Miré hacia el lado y Aitana cubriéndose con las sábanas estaba recostada de la pared mirándome con incógnita. La respuesta predeterminada para su pregunta seguramente era decirle que estaba bien pero no, era inútil que le mintiese cuando seguramente era evidente que el estrés se me salía por los poros.

— No tengo sueño

— El insomnio normalmente lo causan problemas y estrés.

— ¿Cómo sabes eso?

— Hablas con la señorita problemas. Estoy acostumbrada a pasar noches en vela. Anda, dime que te pasa. ¿Es por Renata?

Negué con la cabeza

— No es solo ella. Es..., es qué hay otras cosas que no dejan de darme vueltas en la cabeza.

— ¿Por dinero? ¿La empresa? Creo que eres capaz de crear una empresa igual o mejor que la que tenia tu familia. Tienes el capital, tienes los documentos que te dio tú madre y...

— Es precisamente esos documentos lo que han jodido todo. Resulta que tengo ahora una tía de la que jamás supe de su existencia. Ágatha ahora resulta que se la pasa más ebria que sobria y nada me hace sentido. ¿Porque joderme la vida por tanto tiempo, porque repetirme hasta el cansancio que lo peor que le pasó fue tenerme y al final termina yendo en contra de Fabrizio, en contra de ella misma al punto de quedar en la ruina? Nada tiene sentido y mucho menos lo tiene esa tal Serena. La cara de nerviosismo de mi madre al ver a esa mujer me dejó pensativo.
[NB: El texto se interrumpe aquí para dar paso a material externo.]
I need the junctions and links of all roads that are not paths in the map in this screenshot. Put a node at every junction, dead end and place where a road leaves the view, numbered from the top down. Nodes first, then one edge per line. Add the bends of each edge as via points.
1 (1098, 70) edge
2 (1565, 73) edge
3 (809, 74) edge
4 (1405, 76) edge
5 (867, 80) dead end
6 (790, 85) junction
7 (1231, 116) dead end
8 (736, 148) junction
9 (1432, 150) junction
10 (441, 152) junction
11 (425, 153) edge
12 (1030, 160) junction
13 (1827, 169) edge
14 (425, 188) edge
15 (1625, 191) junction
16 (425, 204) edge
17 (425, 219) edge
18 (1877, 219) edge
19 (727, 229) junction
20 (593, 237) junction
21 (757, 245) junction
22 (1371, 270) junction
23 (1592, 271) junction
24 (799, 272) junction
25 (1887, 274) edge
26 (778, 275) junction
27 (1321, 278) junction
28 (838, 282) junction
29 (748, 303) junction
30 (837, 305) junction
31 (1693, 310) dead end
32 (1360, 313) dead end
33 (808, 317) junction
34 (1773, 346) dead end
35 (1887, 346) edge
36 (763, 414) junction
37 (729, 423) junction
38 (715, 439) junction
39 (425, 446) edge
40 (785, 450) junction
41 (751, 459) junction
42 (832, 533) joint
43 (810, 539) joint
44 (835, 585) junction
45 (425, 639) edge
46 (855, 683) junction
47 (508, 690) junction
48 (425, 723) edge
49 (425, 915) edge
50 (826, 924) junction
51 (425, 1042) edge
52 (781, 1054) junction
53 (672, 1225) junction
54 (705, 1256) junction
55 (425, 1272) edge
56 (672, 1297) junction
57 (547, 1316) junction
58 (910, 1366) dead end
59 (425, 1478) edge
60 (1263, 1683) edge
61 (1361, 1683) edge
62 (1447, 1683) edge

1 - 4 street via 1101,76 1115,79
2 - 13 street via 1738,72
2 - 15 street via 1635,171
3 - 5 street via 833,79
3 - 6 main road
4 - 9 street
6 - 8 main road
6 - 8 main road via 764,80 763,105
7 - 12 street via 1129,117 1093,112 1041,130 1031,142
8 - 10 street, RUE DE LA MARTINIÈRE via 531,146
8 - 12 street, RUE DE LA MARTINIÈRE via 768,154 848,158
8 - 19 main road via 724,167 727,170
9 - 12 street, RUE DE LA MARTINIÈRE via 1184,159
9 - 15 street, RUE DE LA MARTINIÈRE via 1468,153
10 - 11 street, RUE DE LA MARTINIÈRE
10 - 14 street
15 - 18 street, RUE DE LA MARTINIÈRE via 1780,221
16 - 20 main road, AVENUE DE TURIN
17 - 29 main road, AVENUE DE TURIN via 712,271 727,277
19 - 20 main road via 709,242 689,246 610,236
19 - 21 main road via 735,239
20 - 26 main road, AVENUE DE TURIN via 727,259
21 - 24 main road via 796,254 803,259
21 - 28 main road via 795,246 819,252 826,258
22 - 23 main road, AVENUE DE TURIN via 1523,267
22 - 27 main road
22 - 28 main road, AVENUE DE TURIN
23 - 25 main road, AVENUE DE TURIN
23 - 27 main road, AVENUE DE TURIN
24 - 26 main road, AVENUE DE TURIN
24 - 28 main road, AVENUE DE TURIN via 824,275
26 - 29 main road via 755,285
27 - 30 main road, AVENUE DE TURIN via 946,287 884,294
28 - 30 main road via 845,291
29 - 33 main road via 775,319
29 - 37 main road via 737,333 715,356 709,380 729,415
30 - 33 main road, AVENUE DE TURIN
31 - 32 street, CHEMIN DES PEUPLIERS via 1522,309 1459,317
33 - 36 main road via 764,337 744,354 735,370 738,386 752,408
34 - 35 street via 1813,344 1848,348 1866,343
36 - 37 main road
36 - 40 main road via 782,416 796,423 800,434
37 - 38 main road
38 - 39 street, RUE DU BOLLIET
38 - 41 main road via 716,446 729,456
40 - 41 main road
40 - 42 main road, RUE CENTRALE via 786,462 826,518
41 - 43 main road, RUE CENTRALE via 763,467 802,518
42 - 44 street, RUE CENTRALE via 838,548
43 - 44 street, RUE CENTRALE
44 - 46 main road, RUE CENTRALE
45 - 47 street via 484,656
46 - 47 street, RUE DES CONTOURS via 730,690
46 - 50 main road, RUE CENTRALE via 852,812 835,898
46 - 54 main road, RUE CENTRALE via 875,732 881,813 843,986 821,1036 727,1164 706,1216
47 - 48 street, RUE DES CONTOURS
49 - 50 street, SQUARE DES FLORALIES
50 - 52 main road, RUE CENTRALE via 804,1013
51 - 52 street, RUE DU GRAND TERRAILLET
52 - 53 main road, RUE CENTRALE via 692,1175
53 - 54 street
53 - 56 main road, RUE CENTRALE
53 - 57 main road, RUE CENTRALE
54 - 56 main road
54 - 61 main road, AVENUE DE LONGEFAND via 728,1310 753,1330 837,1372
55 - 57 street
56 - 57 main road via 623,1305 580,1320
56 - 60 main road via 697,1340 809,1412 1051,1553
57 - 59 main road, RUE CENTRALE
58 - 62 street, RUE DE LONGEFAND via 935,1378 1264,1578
— Bueno, quizá entonces esa tal Serena tenga las respuestas que tanto buscas. Deberías hablar con ella y tal vez no se..., te quites una duda de encima.

No sabía por dónde empezar, mucho menos tenía idea de cómo hablaría con Renata de tal forma que la lastimara lo menos posible. Más que el problema con mi madre, era eso lo que me estaba carcomiendo por dentro. Y en relación a Renata, también había algo turbio que ella aún no me terminaba de decir y pretendía cubrir o callar con una sonrisa hilarante que en ocasiones parecía más forzada que natural.

— A mi no me engañas. Estar aquí conmigo te hace sentir culpable.

— No, no es culpa, es..., no se ni que es realmente.

Se sentó a mi lado y recostando su cabeza sobre mi hombro luego de quedarse en un silencio pensativo suspiró y respondió algo que ya yo sabía en mi interior pero no terminaba por aceptar.

— A veces hay cosas que no importa cómo las hagas o como las digas, van a doler. Si buscas la forma en la cual ella no salga lastimada lamento decirte que eso no será posible. Al principio pensé que ella solo estaba contigo por interés o algo así pero no, ella realmente se enamoró de ti. ¿Quieres que vaya contigo y hablemos con ella?